The MAT1A gene produces two isoforms of methionine adenosyltransferase:

  • MATI: A homotetramer (four identical subunits)

  • MATIII: A homodimer (two subunits)

Both convert methionine to S-adenosylmethionine (SAMe), the primary donor of methyl groups for DNA methylation, lipid synthesis, and neurotransmitter regulation .

Key Biochemical Reactions

  1. Methionine + ATP → SAMe + Tripolyphosphate

  2. Tripolyphosphate → PPi + Pi

SAMe is essential for:

  • DNA methylation (epigenetic regulation)

  • Polyamine synthesis

  • Detoxification pathways (e.g., glutathione synthesis) .

Hypermethioninemia

Over 70 MAT1A mutations cause hypermethioninemia, characterized by elevated plasma methionine and reduced SAMe levels .

Key Mutations

Mutation TypeEffectOutcome
Missense substitutionsAltered enzyme activityReduced SAMe production .
Premature stop codonsTruncated, nonfunctional enzymeAccumulated methionine .

Clinical Observations:

  • Often asymptomatic in mild cases .

  • Severe cases: Neurological deficits, elevated liver enzymes .

Liver Disease and Cancer

  • Nonalcoholic Steatohepatitis (NASH): MAT1A-knockout mice develop hepatic steatosis and inflammation .

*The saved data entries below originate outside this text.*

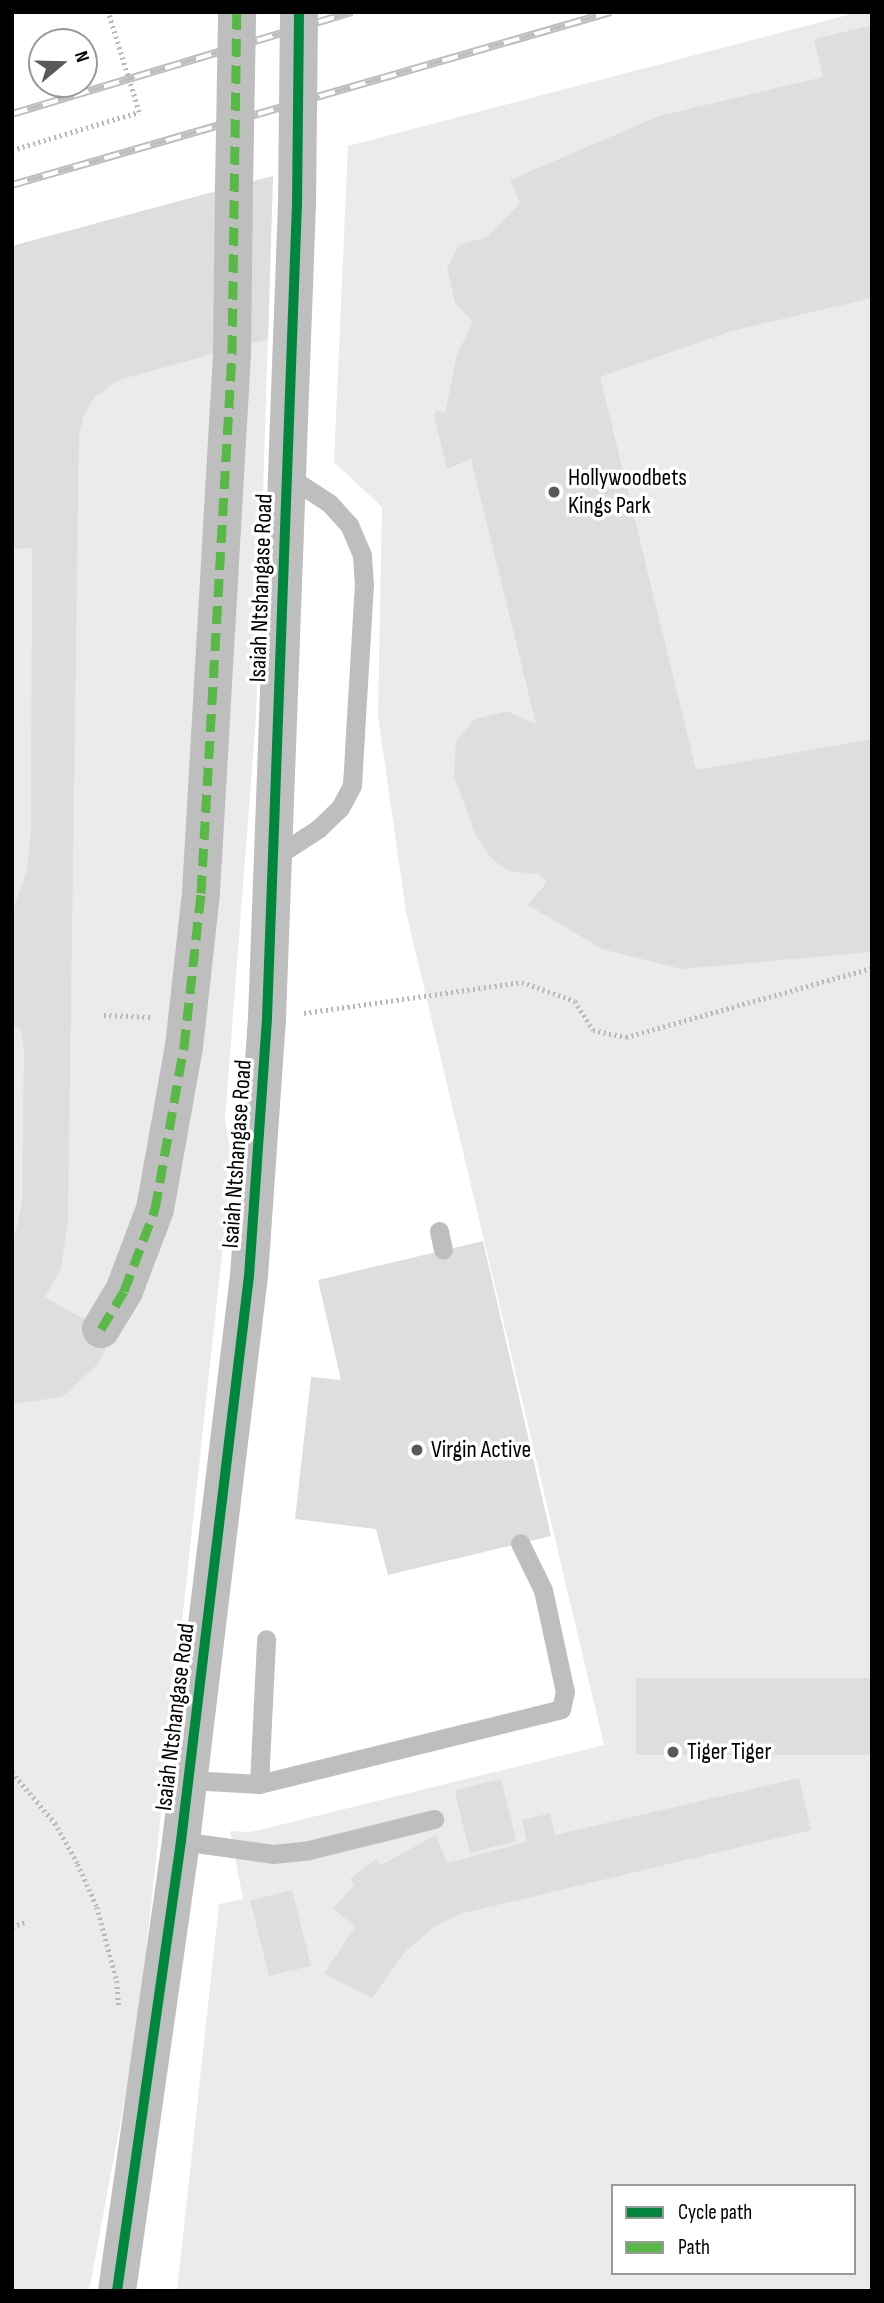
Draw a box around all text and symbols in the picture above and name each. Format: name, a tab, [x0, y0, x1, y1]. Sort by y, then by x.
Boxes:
north arrow	[28, 28, 98, 98]
text: N	[69, 48, 94, 65]
place label: Hollywoodbets Kings Park	[568, 464, 687, 520]
marker: Hollywoodbets Kings Park	[546, 484, 562, 500]
street label: Isaiah Ntshangase Road	[243, 493, 279, 683]
street label: Isaiah Ntshangase Road	[216, 1059, 258, 1249]
place label: Virgin Active	[431, 1436, 531, 1464]
marker: Virgin Active	[409, 1442, 425, 1458]
street label: Isaiah Ntshangase Road	[149, 1622, 201, 1812]
place label: Tiger Tiger	[687, 1738, 771, 1766]
marker: Tiger Tiger	[665, 1744, 681, 1760]
legend	[611, 2184, 856, 2275]
text: Cycle path	[678, 2200, 752, 2225]
text: Path	[678, 2235, 710, 2260]

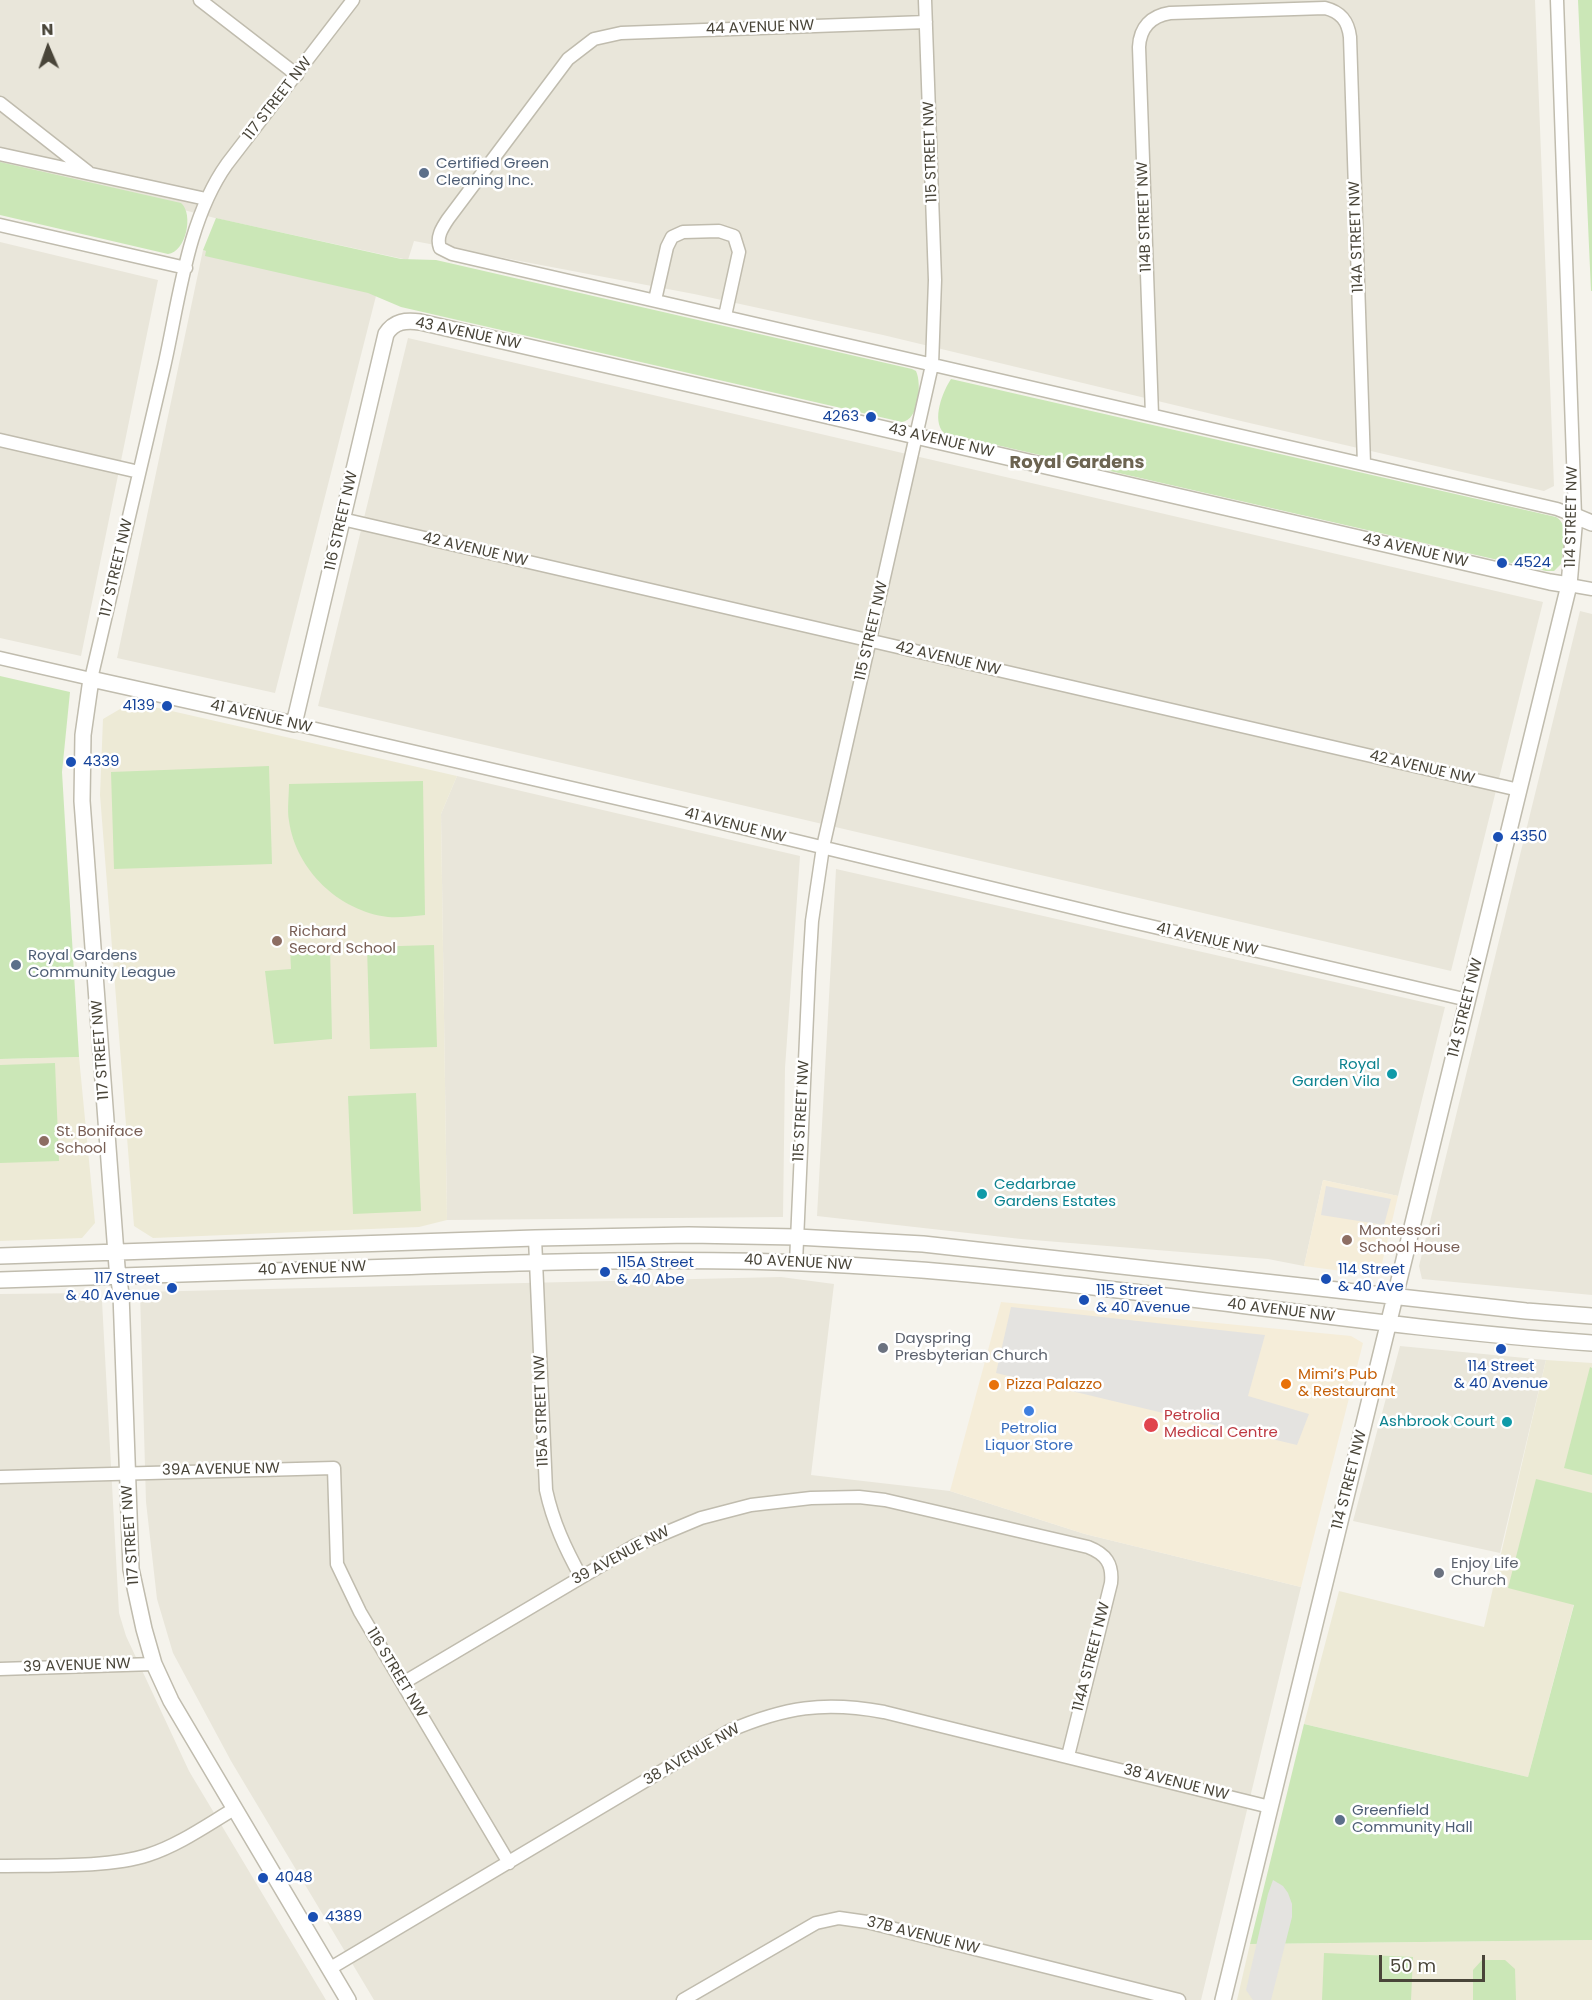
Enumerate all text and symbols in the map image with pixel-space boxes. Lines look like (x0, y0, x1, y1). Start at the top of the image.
street label: 44 AVENUE NW (706, 17, 814, 39)
north arrow (18, 18, 78, 78)
text: N (41, 18, 54, 41)
street label: 117 STREET NW (240, 54, 316, 144)
street label: 115 STREET NW (920, 101, 942, 203)
place label: Certified Green Cleaning Inc. (436, 155, 549, 190)
street label: 114B STREET NW (1134, 161, 1156, 273)
marker: Certified Green Cleaning Inc. (417, 166, 431, 180)
street label: 114A STREET NW (1346, 181, 1368, 293)
street label: 43 AVENUE NW (413, 314, 523, 354)
place label: 4263 (823, 408, 859, 426)
marker: 4263 (864, 410, 878, 424)
street label: 43 AVENUE NW (886, 420, 996, 462)
district label: Royal Gardens (1009, 452, 1145, 474)
street label: 114 STREET NW (1562, 466, 1582, 568)
street label: 116 STREET NW (322, 469, 362, 573)
street label: 117 STREET NW (97, 517, 137, 619)
street label: 42 AVENUE NW (421, 529, 529, 571)
street label: 43 AVENUE NW (1360, 530, 1470, 572)
place label: 4524 (1514, 554, 1551, 572)
marker: 4524 (1495, 556, 1509, 570)
street label: 115 STREET NW (852, 579, 892, 683)
street label: 42 AVENUE NW (894, 638, 1002, 680)
place label: 4139 (122, 697, 155, 715)
street label: 41 AVENUE NW (208, 697, 314, 737)
marker: 4139 (160, 699, 174, 713)
street label: 42 AVENUE NW (1368, 747, 1476, 789)
place label: 4339 (83, 753, 120, 771)
marker: 4339 (64, 755, 78, 769)
street label: 41 AVENUE NW (682, 805, 788, 847)
place label: 4350 (1510, 828, 1547, 846)
marker: 4350 (1491, 830, 1505, 844)
street label: 41 AVENUE NW (1154, 920, 1260, 960)
place label: Richard Secord School (289, 923, 396, 958)
marker: Richard Secord School (270, 934, 284, 948)
place label: Royal Gardens Community League (28, 947, 176, 982)
street label: 114 STREET NW (1445, 956, 1487, 1060)
marker: Royal Gardens Community League (9, 958, 23, 972)
street label: 117 STREET NW (89, 999, 113, 1101)
place label: Royal Garden Vila (1292, 1056, 1380, 1091)
street label: 115 STREET NW (790, 1060, 814, 1162)
marker: Royal Garden Vila (1385, 1067, 1399, 1081)
place label: St. Boniface School (56, 1123, 143, 1158)
marker: St. Boniface School (37, 1134, 51, 1148)
place label: Cedarbrae Gardens Estates (994, 1176, 1116, 1211)
marker: Cedarbrae Gardens Estates (975, 1187, 989, 1201)
place label: Montessori School House (1359, 1222, 1460, 1257)
marker: Montessori School House (1340, 1233, 1354, 1247)
street label: 40 AVENUE NW (743, 1251, 853, 1275)
place label: 115A Street & 40 Abe (617, 1254, 694, 1289)
street label: 40 AVENUE NW (258, 1258, 366, 1280)
place label: 114 Street & 40 Ave (1338, 1261, 1405, 1296)
marker: 115A Street & 40 Abe (598, 1265, 612, 1279)
place label: 117 Street & 40 Avenue (66, 1270, 160, 1305)
marker: 114 Street & 40 Ave (1319, 1272, 1333, 1286)
marker: 117 Street & 40 Avenue (165, 1281, 179, 1295)
place label: 115 Street & 40 Avenue (1096, 1282, 1190, 1317)
marker: 115 Street & 40 Avenue (1077, 1293, 1091, 1307)
street label: 40 AVENUE NW (1226, 1295, 1336, 1327)
place label: Dayspring Presbyterian Church (895, 1330, 1048, 1365)
marker: Dayspring Presbyterian Church (876, 1341, 890, 1355)
marker: 114 Street & 40 Avenue (1494, 1342, 1508, 1356)
street label: 115A STREET NW (531, 1355, 553, 1467)
place label: 114 Street & 40 Avenue (1454, 1358, 1548, 1393)
place label: Mimi’s Pub & Restaurant (1298, 1366, 1395, 1401)
place label: Pizza Palazzo (1006, 1376, 1102, 1394)
marker: Mimi’s Pub & Restaurant (1279, 1377, 1293, 1391)
marker: Pizza Palazzo (987, 1378, 1001, 1392)
marker: Petrolia Liquor Store (1022, 1404, 1036, 1418)
place label: Petrolia Medical Centre (1164, 1407, 1278, 1442)
place label: Ashbrook Court (1379, 1413, 1495, 1431)
marker: Ashbrook Court (1500, 1415, 1514, 1429)
marker: Petrolia Medical Centre (1142, 1416, 1160, 1434)
place label: Petrolia Liquor Store (985, 1420, 1073, 1455)
street label: 114 STREET NW (1329, 1428, 1371, 1532)
street label: 39A AVENUE NW (162, 1460, 280, 1480)
street label: 117 STREET NW (119, 1484, 143, 1586)
street label: 39 AVENUE NW (569, 1523, 673, 1589)
place label: Enjoy Life Church (1451, 1555, 1518, 1590)
marker: Enjoy Life Church (1432, 1566, 1446, 1580)
street label: 114A STREET NW (1070, 1601, 1114, 1713)
street label: 116 STREET NW (362, 1625, 430, 1721)
street label: 39 AVENUE NW (23, 1655, 131, 1677)
street label: 38 AVENUE NW (641, 1720, 743, 1790)
street label: 38 AVENUE NW (1122, 1761, 1230, 1805)
place label: Greenfield Community Hall (1352, 1802, 1473, 1837)
marker: Greenfield Community Hall (1333, 1813, 1347, 1827)
place label: 4048 (275, 1869, 313, 1887)
marker: 4048 (256, 1871, 270, 1885)
place label: 4389 (325, 1908, 362, 1926)
marker: 4389 (306, 1910, 320, 1924)
street label: 37B AVENUE NW (865, 1913, 981, 1959)
scale bar (1382, 1943, 1488, 1981)
text: 50 m (1390, 1953, 1436, 1978)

  • Hepatocellular Carcinoma (HCC): MAT1A silencing correlates with dedifferentiation and tumor growth .

MAT1A in Cancer Progression

In non-small cell lung cancer (NSCLC), MAT1A stabilizes CCND1 (cyclin D1) by inhibiting SKP2-mediated ubiquitination, promoting glycolysis and tumorigenesis .

Mechanistic Insights

  1. CCND1 Stabilization: MAT1A binds SKP2, reducing CCND1 degradation .

  2. Glycolysis Activation: Upregulates glycolytic enzymes (e.g., GLUT1, HK2) .

MAT1A and Obesity

Antisense oligonucleotides (ASOs) targeting Mat1a in obese mice:

  • Phenotype Reversal: Reduces body weight, hepatosteatosis, and insulin resistance .

  • Mechanism:

    • FGF21 Secretion: Increases hepatic FGF21 via NRF2 activation.

    • BAT Thermogenesis: Enhances brown adipose tissue (BAT) fat oxidation .

Promoter Regulation

The MAT1A promoter contains binding sites for:

  • C/EBP (CAAT/enhancer-binding protein)

  • HNF (hepatocyte nuclear factor)

Deletions in regions -705 to -839 bp and -1111 to -1483 bp alter promoter activity in liver cells .

Key Transcriptional Factors

FactorRole
C/EBPEnhances MAT1A expression in liver cells .
GlucocorticoidsInduce MAT1A expression via promoter activation .

Recombinant MAT1A in Research

  • Biochemical Assays: Used to study SAMe synthesis kinetics .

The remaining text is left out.